Poke around in the various methods in the utilities file to look at the ways the data can be manipulated.  Right now averages of various statistics are calculated for each team for the past N games and then output to an external file that I read into R for further manipulation.

Don't write me asking how to compile and run C++ programs if you don't know how.

Don't write me asking for documentation for either the perl scripts or the C++ program; you're reading it right now.

Do write me if you find bugs.

None of the files I've just shared with you are guaranteed to be bug free.


8:16:07 PM    comment []




I've been dabbling in baseball statistics to amuse myself over the summer.  As I mentioned in this past post, I find quantitative statistical analysis of baseball engrossing.  Win/loss discrimination is one of the hardest, most interesting statistical problems I've ever come across (and I've come across some doozies in particle physics, so it isn't like I am a neophyte to the world of data mining and advanced statistical data analysis methods). 

I've been meaning to post a few things here about baseball data analysis, mostly just to document things where I can come back and access them again in one easy-to-find place.  Also, there are likely other people out there who might find this collected information useful.
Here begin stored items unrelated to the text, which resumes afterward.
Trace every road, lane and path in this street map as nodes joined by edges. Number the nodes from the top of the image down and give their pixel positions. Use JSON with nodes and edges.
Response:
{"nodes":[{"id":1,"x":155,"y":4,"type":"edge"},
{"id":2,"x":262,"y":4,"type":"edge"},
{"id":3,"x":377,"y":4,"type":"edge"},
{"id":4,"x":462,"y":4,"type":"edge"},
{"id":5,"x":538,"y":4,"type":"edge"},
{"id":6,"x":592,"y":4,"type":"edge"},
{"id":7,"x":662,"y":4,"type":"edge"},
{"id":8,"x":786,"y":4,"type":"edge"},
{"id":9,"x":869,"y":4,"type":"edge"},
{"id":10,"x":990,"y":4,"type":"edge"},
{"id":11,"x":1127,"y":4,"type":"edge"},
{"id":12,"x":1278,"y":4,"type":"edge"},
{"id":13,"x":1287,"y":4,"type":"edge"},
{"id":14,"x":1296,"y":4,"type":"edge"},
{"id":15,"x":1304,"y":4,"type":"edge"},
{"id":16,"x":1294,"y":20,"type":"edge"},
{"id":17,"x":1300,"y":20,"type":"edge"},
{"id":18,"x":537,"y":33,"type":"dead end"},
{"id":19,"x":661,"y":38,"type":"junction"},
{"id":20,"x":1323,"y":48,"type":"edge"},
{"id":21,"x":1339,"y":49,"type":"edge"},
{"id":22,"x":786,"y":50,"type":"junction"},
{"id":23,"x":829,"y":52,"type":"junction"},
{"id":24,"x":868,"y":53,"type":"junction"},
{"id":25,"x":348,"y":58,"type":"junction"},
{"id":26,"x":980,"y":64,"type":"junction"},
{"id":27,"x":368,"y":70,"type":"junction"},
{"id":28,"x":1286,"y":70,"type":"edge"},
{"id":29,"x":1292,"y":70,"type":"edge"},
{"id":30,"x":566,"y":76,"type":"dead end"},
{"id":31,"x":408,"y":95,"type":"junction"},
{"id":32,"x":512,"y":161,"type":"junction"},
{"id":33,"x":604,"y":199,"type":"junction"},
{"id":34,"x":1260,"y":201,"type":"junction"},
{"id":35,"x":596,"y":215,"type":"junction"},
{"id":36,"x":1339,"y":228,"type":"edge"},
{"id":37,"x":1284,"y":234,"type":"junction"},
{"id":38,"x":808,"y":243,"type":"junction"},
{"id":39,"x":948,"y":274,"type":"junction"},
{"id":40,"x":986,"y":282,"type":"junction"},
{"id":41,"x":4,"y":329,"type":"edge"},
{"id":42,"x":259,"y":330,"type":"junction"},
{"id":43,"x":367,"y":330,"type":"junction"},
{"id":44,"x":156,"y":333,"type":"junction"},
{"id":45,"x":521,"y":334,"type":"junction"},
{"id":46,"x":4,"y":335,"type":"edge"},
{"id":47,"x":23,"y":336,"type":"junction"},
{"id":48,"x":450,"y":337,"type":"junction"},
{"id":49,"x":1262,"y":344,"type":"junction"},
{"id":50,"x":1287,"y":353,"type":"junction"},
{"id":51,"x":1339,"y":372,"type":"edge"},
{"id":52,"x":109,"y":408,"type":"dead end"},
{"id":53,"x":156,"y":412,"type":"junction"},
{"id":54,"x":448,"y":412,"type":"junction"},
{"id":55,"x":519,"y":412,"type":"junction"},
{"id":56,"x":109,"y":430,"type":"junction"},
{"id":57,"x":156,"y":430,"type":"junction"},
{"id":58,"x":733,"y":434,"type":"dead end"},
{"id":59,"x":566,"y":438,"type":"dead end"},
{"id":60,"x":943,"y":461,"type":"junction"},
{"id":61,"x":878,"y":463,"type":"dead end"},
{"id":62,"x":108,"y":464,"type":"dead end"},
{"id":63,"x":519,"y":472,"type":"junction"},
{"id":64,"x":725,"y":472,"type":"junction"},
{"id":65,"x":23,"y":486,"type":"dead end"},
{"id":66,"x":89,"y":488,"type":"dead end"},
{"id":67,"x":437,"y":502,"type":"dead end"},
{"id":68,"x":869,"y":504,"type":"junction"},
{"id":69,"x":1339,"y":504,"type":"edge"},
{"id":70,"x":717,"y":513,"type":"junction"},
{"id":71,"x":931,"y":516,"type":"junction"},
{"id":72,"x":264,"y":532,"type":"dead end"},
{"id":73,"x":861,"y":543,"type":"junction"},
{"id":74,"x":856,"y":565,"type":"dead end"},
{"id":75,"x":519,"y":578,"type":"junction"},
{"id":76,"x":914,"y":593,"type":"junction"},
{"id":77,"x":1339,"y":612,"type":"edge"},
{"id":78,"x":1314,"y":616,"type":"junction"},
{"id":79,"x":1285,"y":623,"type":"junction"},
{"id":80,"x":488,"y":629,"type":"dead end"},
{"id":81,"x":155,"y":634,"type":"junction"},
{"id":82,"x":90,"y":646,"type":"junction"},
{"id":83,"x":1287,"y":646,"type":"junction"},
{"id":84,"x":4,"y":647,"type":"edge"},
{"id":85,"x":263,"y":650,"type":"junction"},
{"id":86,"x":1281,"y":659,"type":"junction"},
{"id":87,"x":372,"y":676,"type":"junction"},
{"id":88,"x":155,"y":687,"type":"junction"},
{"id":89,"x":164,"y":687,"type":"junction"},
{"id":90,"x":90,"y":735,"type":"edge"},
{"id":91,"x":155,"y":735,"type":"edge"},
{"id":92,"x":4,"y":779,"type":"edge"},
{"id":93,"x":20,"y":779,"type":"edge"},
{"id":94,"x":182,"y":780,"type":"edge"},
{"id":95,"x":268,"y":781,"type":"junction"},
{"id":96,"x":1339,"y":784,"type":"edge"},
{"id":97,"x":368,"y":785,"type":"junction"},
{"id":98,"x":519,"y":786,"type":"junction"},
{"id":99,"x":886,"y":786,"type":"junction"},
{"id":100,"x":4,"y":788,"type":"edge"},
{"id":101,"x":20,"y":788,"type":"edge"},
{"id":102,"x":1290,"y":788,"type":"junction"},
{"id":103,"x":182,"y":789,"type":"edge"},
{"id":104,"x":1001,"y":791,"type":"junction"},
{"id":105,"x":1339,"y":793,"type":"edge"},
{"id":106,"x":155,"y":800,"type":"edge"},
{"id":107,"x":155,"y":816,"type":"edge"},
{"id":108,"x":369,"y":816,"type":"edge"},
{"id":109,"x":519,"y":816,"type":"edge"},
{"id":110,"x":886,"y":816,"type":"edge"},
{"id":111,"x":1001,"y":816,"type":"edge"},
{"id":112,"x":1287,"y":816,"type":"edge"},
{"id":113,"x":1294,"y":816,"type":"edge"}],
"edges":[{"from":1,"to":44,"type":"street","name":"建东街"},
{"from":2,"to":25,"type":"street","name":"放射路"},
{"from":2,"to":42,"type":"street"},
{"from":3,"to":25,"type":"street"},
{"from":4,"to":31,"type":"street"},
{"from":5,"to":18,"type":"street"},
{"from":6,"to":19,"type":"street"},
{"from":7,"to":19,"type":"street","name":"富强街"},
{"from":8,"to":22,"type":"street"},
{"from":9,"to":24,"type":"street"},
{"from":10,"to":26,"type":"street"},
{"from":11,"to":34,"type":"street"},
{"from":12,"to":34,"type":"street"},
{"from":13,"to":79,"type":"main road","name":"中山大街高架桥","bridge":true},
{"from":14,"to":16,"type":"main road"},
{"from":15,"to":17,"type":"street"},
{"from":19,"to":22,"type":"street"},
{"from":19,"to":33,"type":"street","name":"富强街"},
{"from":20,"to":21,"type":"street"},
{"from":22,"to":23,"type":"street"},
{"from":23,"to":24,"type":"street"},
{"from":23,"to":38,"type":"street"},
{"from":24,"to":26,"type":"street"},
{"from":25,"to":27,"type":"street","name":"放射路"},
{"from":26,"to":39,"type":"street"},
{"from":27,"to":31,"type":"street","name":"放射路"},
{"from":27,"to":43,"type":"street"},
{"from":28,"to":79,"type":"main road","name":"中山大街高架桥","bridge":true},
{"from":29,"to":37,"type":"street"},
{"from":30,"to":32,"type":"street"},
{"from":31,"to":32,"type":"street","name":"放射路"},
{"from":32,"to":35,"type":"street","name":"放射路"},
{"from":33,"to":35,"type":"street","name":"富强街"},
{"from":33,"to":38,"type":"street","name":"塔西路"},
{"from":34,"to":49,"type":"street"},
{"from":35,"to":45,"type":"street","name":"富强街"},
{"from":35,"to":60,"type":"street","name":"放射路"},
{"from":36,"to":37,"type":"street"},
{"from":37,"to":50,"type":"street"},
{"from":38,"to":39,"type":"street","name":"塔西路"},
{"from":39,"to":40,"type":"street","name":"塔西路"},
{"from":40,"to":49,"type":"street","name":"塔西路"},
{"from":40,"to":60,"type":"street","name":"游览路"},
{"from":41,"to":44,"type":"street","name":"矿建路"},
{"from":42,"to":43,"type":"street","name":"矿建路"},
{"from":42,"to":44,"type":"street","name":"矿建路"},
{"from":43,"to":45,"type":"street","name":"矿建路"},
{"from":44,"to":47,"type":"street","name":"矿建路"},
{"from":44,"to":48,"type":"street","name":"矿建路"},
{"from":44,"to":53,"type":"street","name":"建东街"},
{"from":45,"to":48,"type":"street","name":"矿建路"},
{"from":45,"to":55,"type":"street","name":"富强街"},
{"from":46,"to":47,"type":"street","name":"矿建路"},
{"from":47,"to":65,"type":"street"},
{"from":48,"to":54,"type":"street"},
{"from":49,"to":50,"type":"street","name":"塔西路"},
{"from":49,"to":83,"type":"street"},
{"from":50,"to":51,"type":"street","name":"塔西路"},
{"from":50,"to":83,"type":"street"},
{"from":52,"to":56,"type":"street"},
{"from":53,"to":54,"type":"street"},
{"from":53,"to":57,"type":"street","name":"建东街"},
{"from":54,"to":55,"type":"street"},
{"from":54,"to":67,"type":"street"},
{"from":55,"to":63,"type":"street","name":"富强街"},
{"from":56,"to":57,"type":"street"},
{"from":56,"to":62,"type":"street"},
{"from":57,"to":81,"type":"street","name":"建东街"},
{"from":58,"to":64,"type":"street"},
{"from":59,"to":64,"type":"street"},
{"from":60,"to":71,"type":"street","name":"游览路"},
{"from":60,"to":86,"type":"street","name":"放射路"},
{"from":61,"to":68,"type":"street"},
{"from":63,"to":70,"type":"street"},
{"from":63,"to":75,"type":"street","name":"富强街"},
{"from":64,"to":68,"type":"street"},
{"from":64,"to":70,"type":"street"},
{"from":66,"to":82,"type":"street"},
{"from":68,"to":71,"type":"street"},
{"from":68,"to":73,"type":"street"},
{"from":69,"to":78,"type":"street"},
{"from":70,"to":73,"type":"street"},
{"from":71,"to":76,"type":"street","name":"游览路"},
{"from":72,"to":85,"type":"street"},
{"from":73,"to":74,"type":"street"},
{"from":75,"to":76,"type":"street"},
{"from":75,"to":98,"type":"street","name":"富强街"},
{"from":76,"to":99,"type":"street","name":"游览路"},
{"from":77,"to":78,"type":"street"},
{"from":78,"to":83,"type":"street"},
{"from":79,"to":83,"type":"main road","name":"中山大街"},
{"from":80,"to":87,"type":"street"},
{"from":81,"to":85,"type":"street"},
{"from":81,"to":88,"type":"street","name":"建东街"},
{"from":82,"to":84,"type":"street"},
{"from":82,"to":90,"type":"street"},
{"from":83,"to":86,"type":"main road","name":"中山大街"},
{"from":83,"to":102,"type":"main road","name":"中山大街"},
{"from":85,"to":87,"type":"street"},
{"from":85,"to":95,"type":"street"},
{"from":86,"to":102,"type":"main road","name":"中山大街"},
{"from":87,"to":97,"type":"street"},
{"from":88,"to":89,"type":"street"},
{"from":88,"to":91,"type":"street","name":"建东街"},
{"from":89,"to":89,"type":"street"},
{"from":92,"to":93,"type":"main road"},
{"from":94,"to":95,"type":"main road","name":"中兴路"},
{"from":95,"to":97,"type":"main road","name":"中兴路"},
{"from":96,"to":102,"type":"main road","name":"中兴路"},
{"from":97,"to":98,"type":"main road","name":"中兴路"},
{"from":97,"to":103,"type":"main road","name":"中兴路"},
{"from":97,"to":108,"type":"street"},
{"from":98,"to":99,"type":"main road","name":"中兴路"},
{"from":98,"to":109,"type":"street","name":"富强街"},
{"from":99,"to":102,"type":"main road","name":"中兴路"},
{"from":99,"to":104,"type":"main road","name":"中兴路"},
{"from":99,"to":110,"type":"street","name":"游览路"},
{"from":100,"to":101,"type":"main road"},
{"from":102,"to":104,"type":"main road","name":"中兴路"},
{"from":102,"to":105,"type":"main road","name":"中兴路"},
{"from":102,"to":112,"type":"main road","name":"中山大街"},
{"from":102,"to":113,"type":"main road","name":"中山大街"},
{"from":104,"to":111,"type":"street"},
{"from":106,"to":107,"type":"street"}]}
The first bit of useful info is an undergraduate thesis by Kenneth Massey that discusses systems to relatively rank the performance of a group of teams (any kind of team, not just baseball).  You can find the thesis here.

Some of what is in Massey's paper is crap.  Keep the crap-factor in mind when reading it. What is sound is his description of maximum likelihood based rating systems (I'm going to assume that anyone interested enough to have read down to here knows enough about statistics to know what "maximum likelihood" and "bayesian priors" are...if you are interested in rating systems for sports teams but don't know what "maximum likelihood" means, read a statistics text or go to Wikipedia).  Massey's discourse on ML rating systems got me busy designing some likelihood rating systems of my own.  For instance, the scores in baseball are Weibull distributed to a good approximation (see http://www.math.brown.edu/~sjmiller/math/papers/PythagWonLoss_Paper.pdf).  Thus, to rank teams, I can construct a likelihood function for the prior month of games to a particular matchup that lets the means of the Weibull distributions for each team float for each fit, along with a global "home team advantage" additive factor.  I also let the shape parameter of the Weibull distribution, gamma, float in the fit.  Then, for a particular matchup between teams A and B I calculate the rating as the normal probability of Z=(mean_A-mean_B)/sqrt(var_A+var_B), where mean_A and var_A are the mean and variance of the Weibull score distribution for team A (and so on for team B).  If A and B were exactly matched teams and played many games, this would be a distribution uniformly distributed between 0 and 1.  If A was a somewhat more superior team, we would expect some pileup near a rating of 1 in the rating distribution for A.     I call this the Absinthe Weibull Rating System.

In Massey's paper he also describes a binomial likelihood ranking system.  What I am working on now is a second set of ratings based on the binomial likelihood, but using a Bayesian prior based on the Weibull ratings from the previous games for the two teams in the matchup along with the win/loss information for those past games.  I have to think some more about how exactly to optimize the prior.

I am doing these fits using a particle physics numeric minimization package called Minuit (which is the best minimization program out there, bar none...I've tried quite a few) but it is still really slow.  I am trying to figure out a way to speed up the computation time for the binomial likelihood since the inter-relationship between the ratings (which isn't an issue in the Weibull fit) really slows things down.  At some point soon I'll post the fortran programs that perform the necessary maximum likelihood fits to rank the teams.